Design considerations for dose-expansion cohorts in phase I trials

Abstract

Phase I trials are increasingly including dose-expansion cohorts after the maximum-tolerated dose (MTD) has been reached to better characterize the toxicity profile or identify early signs of efficacy within a specific disease population. This article provides guidelines on how to monitor safety and re-evaluate the MTD using data obtained from expansion cohorts of phase I protocols. We illustrate how to implement a sequential monitoring rule for safety using a completed phase I trial that included an expansion cohort. We compare the accuracy of the revised MTD with the MTD obtained before expansion and with the true MTD based on simulated trials.
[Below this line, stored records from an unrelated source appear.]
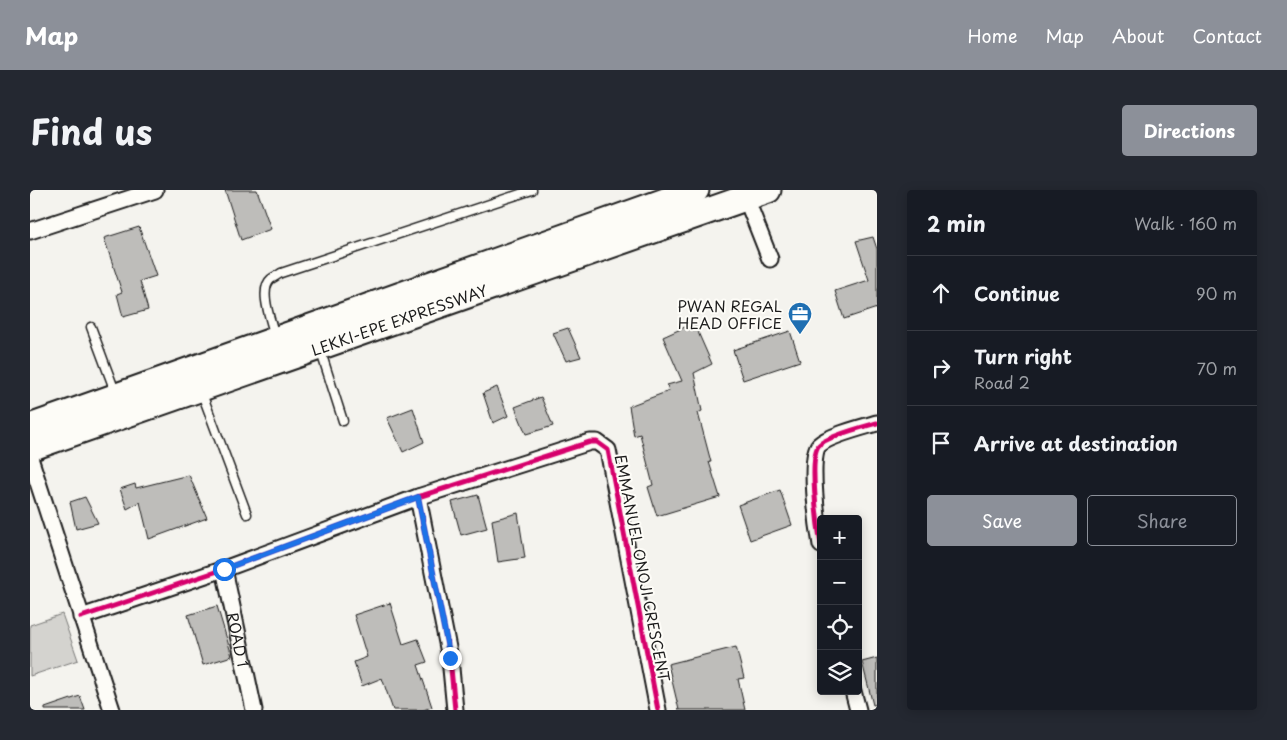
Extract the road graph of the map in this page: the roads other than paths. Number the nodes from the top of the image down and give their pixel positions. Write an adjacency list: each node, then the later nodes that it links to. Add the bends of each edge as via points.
1 (155, 190): 6 (street)
2 (532, 190): 9 (lane, via 281,273 270,280 265,296)
3 (696, 190): 5 (highway, LEKKI-EPE EXPRESSWAY)
4 (757, 194): 7 (street); 10 (highway, LEKKI-EPE EXPRESSWAY)
5 (647, 198): 9 (highway, LEKKI-EPE EXPRESSWAY)
6 (30, 231)
7 (770, 259)
8 (91, 327): 12 (lane)
9 (276, 339): 11 (highway, LEKKI-EPE EXPRESSWAY)
10 (320, 347): 11 (highway, LEKKI-EPE EXPRESSWAY); 13 (lane)
11 (214, 377): 12 (highway, LEKKI-EPE EXPRESSWAY); 16 (highway, LEKKI-EPE EXPRESSWAY); 19 (lane)
12 (116, 396): 15 (highway, LEKKI-EPE EXPRESSWAY)
13 (343, 421)
14 (877, 423): 20 (street, via 819,445 814,455)
15 (30, 427)
16 (30, 448)
17 (30, 458): 22 (street)
18 (418, 497): 21 (street, EMMANUEL ONOJI CRESCENT); 26 (street, via 450,658); 27 (street, EMMANUEL ONOJI CRESCENT, via 590,442 603,445 608,450)
19 (247, 514)
20 (818, 515)
21 (224, 569): 22 (street, EMMANUEL ONOJI CRESCENT); 25 (street, ROAD 1)
22 (81, 617): 24 (street)
23 (854, 695): 28 (street)
24 (112, 710)
25 (254, 710)
26 (455, 710)
27 (658, 710)
28 (858, 710)

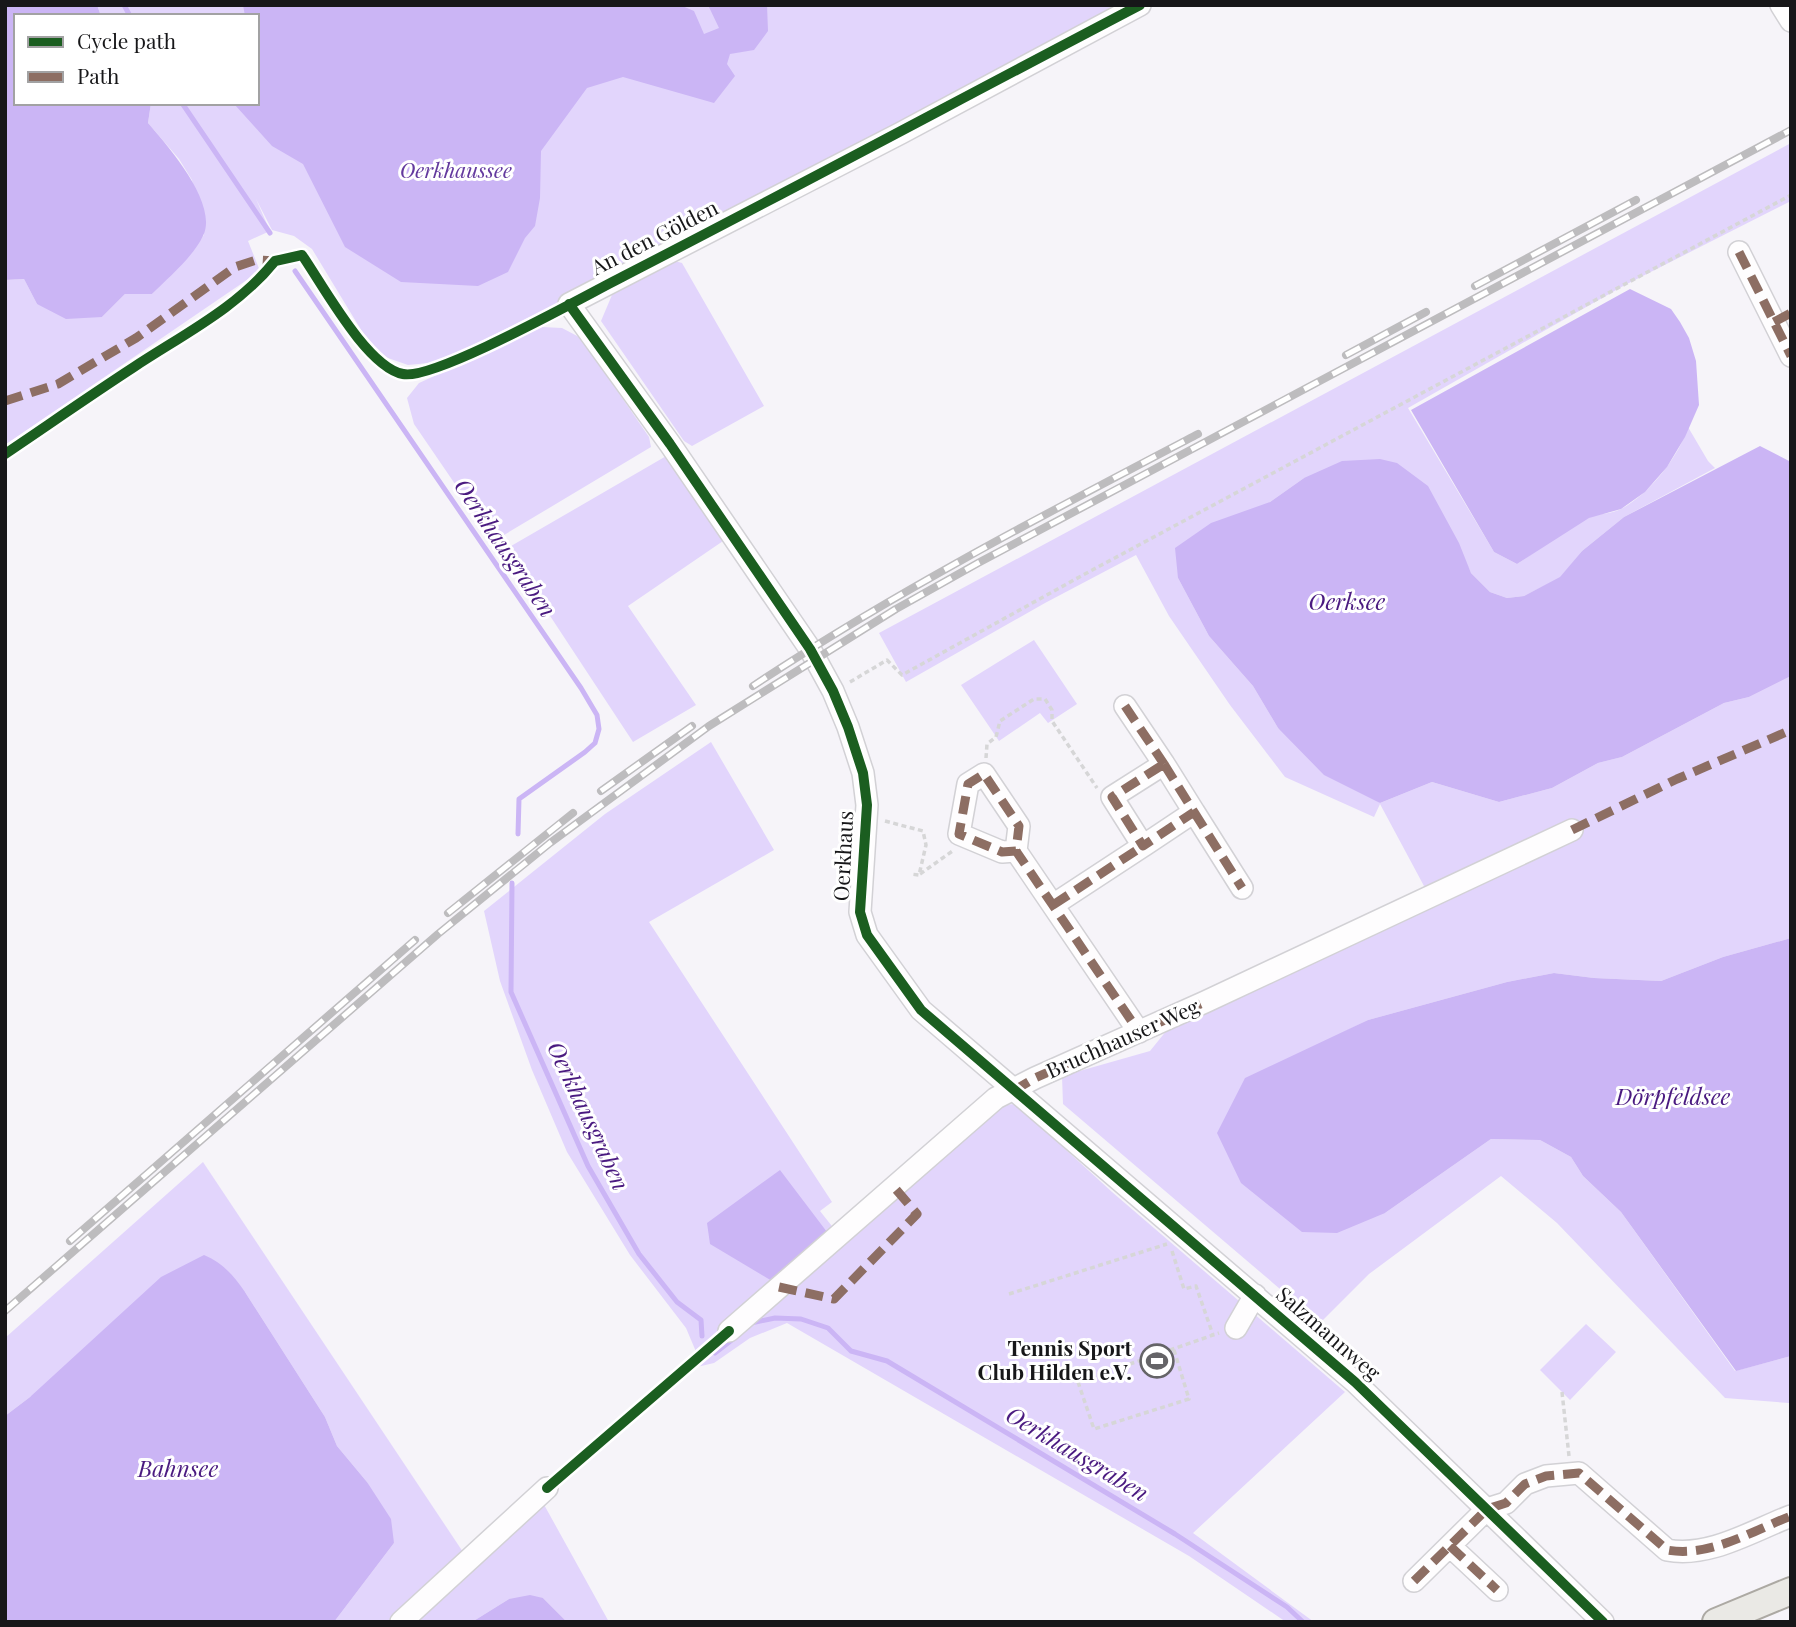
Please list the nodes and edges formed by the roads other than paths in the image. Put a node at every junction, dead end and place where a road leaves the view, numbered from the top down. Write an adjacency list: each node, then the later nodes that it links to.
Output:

The percent of trials that led to a change in the MTD, how far the revised MTD was from the true MTD, and the toxicity rates associated with each level are reported. When toxicity outcomes from the expansion cohort are taken into account, there is a 50% chance that a new, higher MTD will be recommended. Significant improvement in the accuracy of the MTD is obtained 30% of the time (ie, revised MTD is exactly the true MTD), and moderate improvement is obtained 80% of the time when the revised MTD is within a level from true MTD. Failure to include toxicity outcomes from additional patients treated during the expansion phase may result in a less accurate estimate of the MTD. This article provides investigators of phase I protocols with methodological tools to monitor safety and/or efficacy for patients accrued during the expansion phase and to update or confirm the established MTD.

Fig 1.

Percentage of 1,000 simulated trials that recommended each level based on dose-escalation phase alone (x-axis) versus revised maximum-tolerated dose (MTD) based on dose-escalation and -expansion cohorts (y-axis). Diagonal cells falling along solid black line indicate agreement between the two procedures. True MTDs are levels 4, 5, 4, and 6 (indicated in brackets) for scenarios (A) 1, (B) 2, (C) 3, and (D) 4, respectively.

Fig 2.

Percent of 1,000 simulated trials in which dose recommended by combined analysis using dose-escalation and -expansion cohorts was same as level recommended by dose-escalation alone, regardless if that is true maximum-tolerated dose (MTD). Within a level is defined as dose ± one level from true MTD; exact is defined as true MTD; other includes dose recommendations that are within two levels from true MTD.

Fig A1.

Hypothetical true dose-limiting toxicity (DLT) risk per patient for each scenario (ie, true dose-toxicity curves). Acceptable rate of 25% or 30% was used to vary location of true MTD. Scenarios S₁ to S₄ target 30% DLT rate. Scenarios S₅ to S₁₀ target 25% DLT rate and were studied previously.